Human pose keypoint data:
════════════════
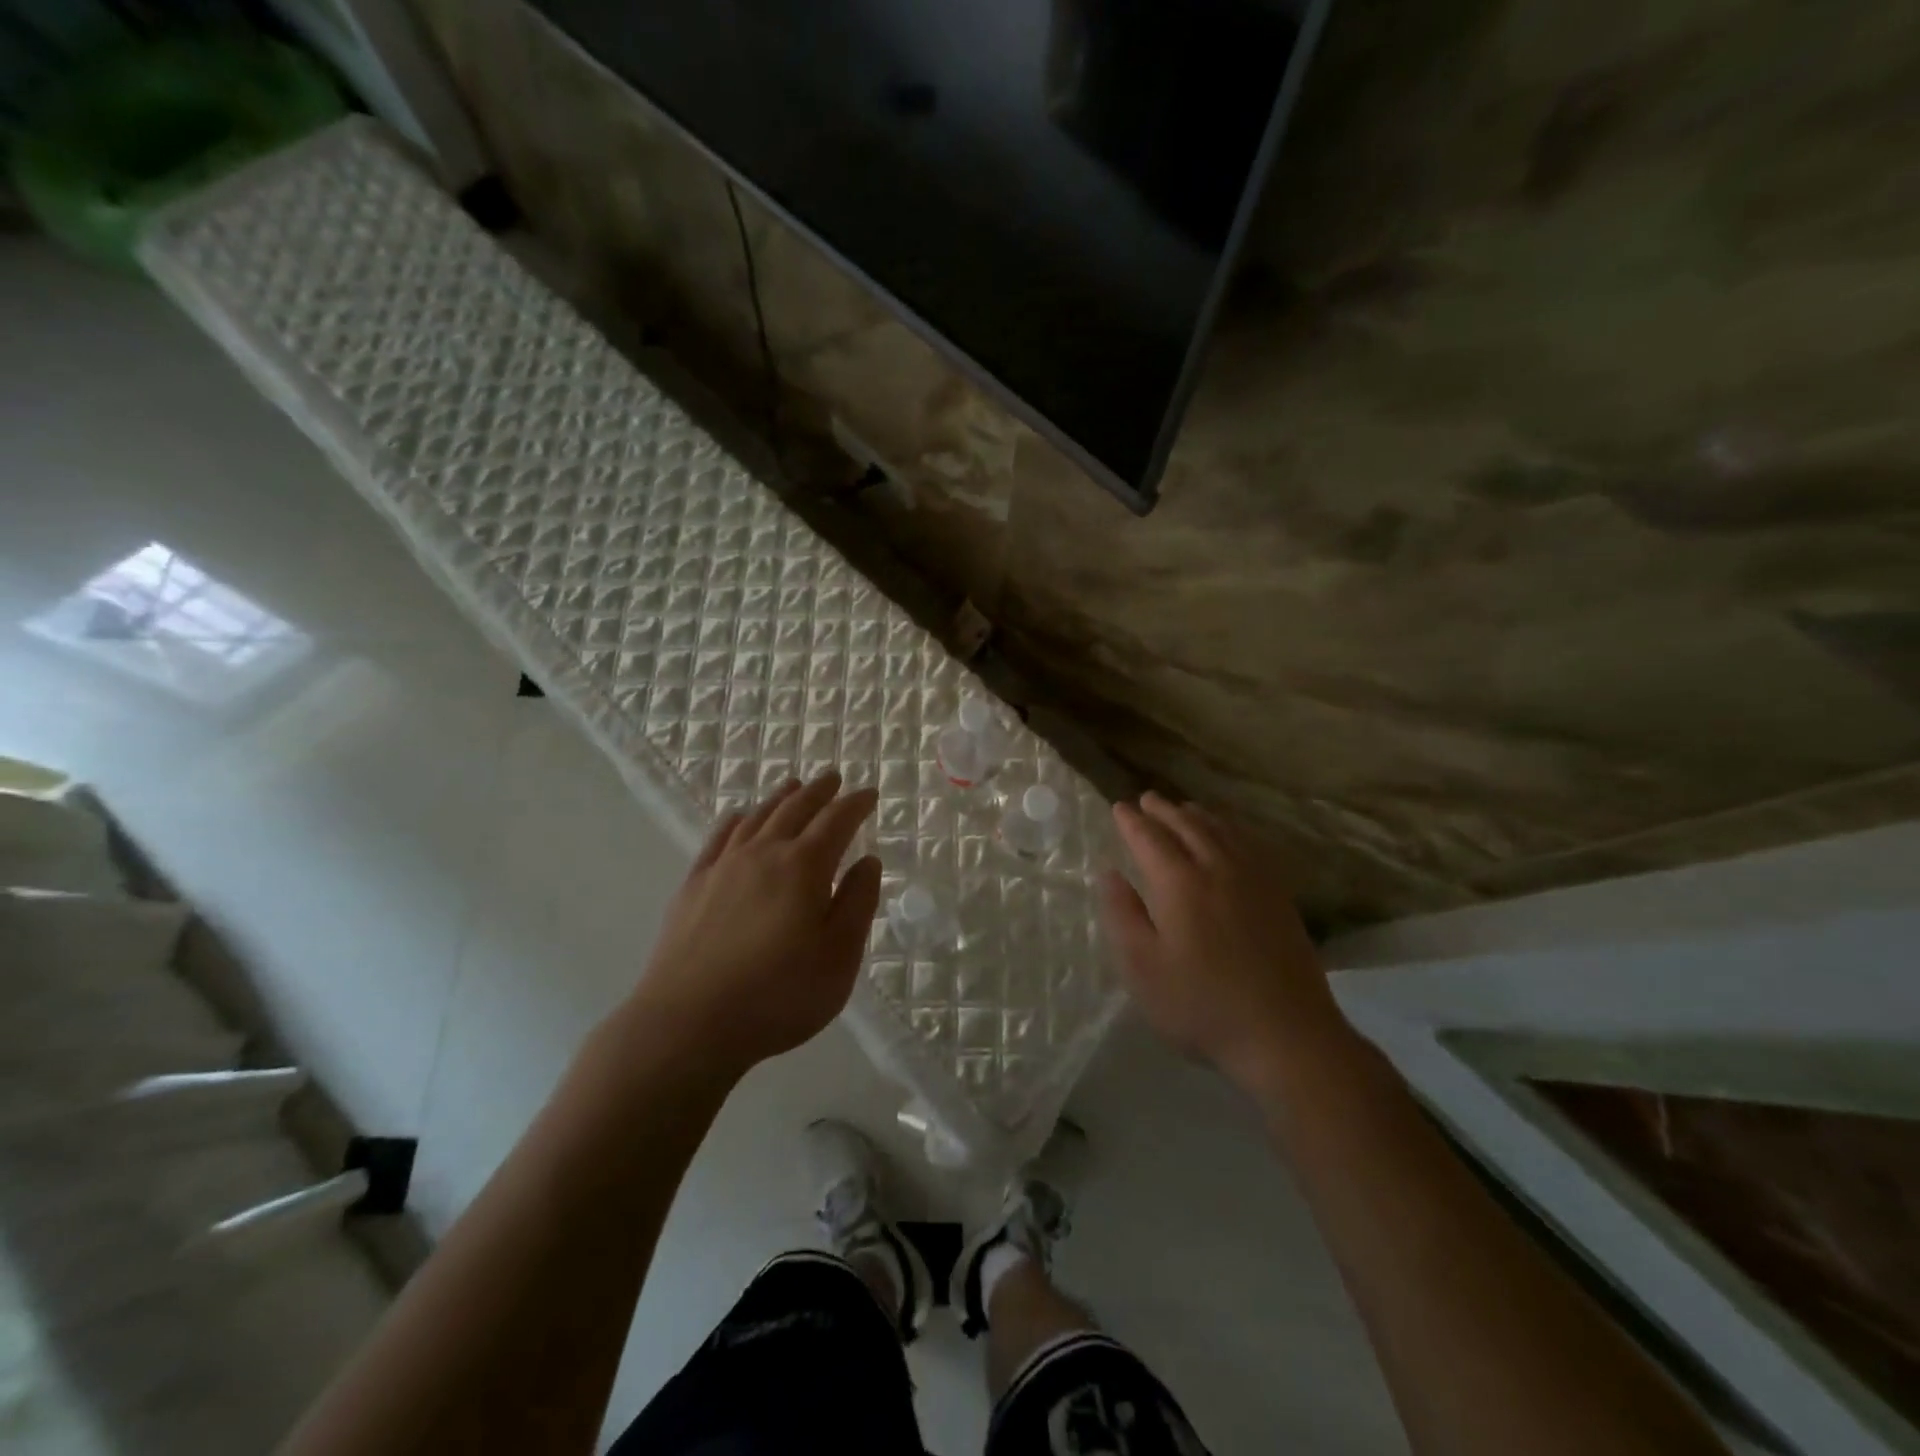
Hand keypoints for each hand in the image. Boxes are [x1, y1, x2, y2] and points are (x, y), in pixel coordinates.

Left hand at [629, 772, 882, 1078]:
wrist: (688, 1023)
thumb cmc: (778, 996)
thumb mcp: (839, 957)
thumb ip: (857, 904)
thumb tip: (868, 861)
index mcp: (805, 868)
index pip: (837, 821)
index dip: (855, 804)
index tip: (869, 794)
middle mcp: (764, 854)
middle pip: (795, 809)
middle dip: (819, 791)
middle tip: (833, 778)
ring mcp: (724, 867)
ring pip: (757, 817)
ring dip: (780, 798)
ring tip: (793, 786)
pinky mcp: (694, 886)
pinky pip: (719, 838)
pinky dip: (736, 820)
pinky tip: (740, 817)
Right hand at [1101, 793, 1349, 1090]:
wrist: (1286, 1035)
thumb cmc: (1202, 1005)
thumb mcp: (1143, 968)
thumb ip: (1122, 915)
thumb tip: (1109, 873)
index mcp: (1180, 883)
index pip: (1150, 838)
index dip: (1131, 821)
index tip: (1119, 807)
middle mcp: (1218, 869)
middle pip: (1188, 826)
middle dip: (1164, 810)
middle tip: (1148, 799)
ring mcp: (1254, 880)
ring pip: (1222, 832)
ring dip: (1198, 815)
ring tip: (1184, 809)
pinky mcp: (1279, 897)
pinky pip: (1251, 846)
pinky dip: (1232, 831)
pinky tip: (1231, 838)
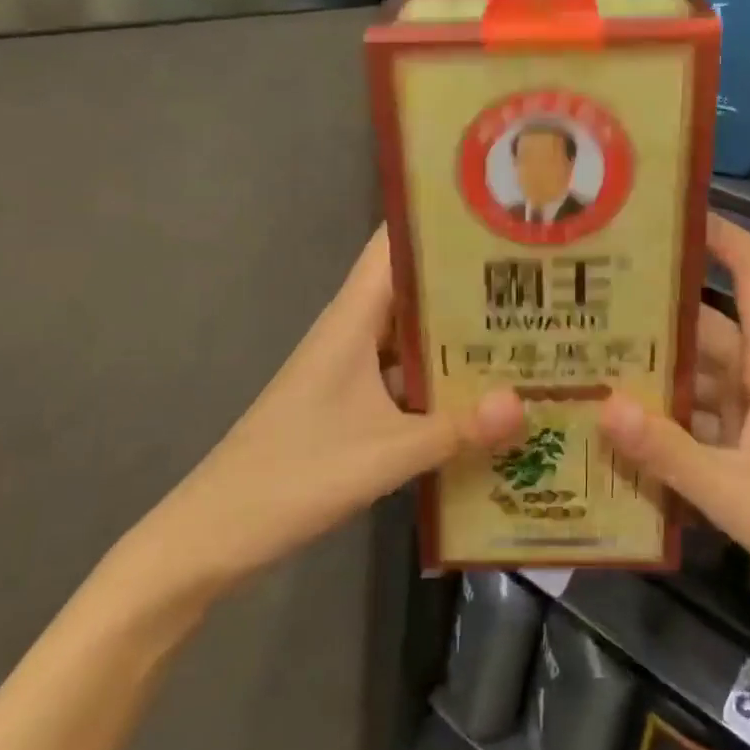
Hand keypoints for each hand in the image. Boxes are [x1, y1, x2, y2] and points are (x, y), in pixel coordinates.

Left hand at [120, 229, 523, 610]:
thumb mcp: (385, 454)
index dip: (438, 222)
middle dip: (467, 281)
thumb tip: (525, 403)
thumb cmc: (294, 475)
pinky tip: (482, 392)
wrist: (216, 532)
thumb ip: (456, 429)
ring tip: (523, 327)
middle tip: (533, 278)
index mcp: (352, 320)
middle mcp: (351, 332)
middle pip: (413, 288)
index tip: (495, 217)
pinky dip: (439, 376)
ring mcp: (350, 369)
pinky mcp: (350, 403)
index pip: (393, 246)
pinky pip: (405, 374)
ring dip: (457, 332)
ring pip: (411, 334)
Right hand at [601, 216, 749, 656]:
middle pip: (711, 330)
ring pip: (704, 381)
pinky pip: (708, 424)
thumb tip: (601, 403)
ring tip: (591, 368)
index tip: (667, 218)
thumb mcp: (737, 495)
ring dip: (658, 377)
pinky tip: (627, 438)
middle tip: (589, 309)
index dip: (721, 235)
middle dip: (656, 318)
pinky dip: (672, 425)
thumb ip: (667, 451)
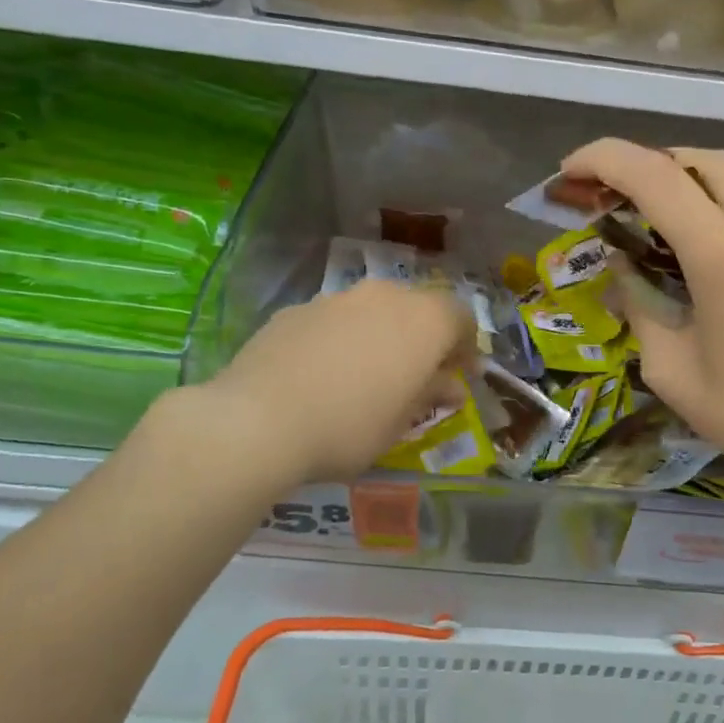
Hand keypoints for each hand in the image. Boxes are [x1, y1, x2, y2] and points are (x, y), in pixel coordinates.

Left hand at [189, 279, 473, 486]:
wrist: (258, 420)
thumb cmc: (350, 426)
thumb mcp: (401, 422)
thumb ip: (430, 394)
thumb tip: (450, 386)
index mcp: (424, 321)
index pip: (461, 317)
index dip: (465, 346)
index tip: (459, 377)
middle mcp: (385, 296)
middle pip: (419, 307)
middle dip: (424, 337)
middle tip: (418, 374)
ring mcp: (337, 298)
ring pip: (374, 309)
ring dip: (382, 334)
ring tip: (368, 374)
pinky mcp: (297, 309)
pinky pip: (336, 319)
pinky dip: (343, 338)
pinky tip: (325, 373)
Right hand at [560, 138, 723, 507]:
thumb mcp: (670, 370)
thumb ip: (639, 306)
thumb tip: (623, 267)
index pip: (657, 177)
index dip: (604, 161)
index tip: (568, 173)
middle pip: (698, 160)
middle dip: (643, 162)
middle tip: (604, 193)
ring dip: (679, 180)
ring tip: (639, 214)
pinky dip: (710, 203)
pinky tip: (687, 242)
════════════════
## [What the exercise asks]
Reproduce exactly the lines of the data above that run from the line with "thumb tip: (525, 403)" down to the line with "index tip: (459, 377)", both ends included. Pictures do not belong in the copy.

## [Result below]
thumb tip: (525, 403)
thumb cmc: (294, 475)
pinky tip: (482, 392)
wrist: (216, 532)
thumb ip: (456, 429)
ring tip: (523, 327)
middle tip: (533, 278)
index mcp: (352, 320)
middle mcp: (351, 332)
middle pip: (413, 288)
index tip: (495, 217)
pinky dip: (439, 376)
ring mcp: (350, 369)
pinky mcp: (350, 403)
index pip: (393, 246)
pinky pip: (405, 374)
ring dip: (457, 332)
ring pip: (411, 334)
Right hand at [601, 216, 749, 656]:
middle pip: (711, 330)
ring pip: (704, 381)
pinky pip: (708, 424)
thumb tip: (601, 403)
ring tip: (591, 368)
index tip: (667, 218)
thumb mcp: (737, 495)
ring dip: (658, 377)
pinky tip: (627, 438)
middle tip: (589, 309)
index dip: (721, 235)
middle dip: (656, 318)
pinky dip: (672, 425)
thumb ip: (667, 451)
Hand keypoints for each hand in the image. Boxes are [x1, y1, x2, y2] and points are (x, y), in pixel coordinates.

Left hand at [189, 279, 473, 486]:
wrist: (258, 420)
thumb cmc: (350, 426)
thumb mcp: (401, 422)
thumb ip: (430, 394)
thumb tip: (450, 386)
index mcp: (424, 321)
index pip: (461, 317)
index dip: (465, 346)
index tip: (459, 377)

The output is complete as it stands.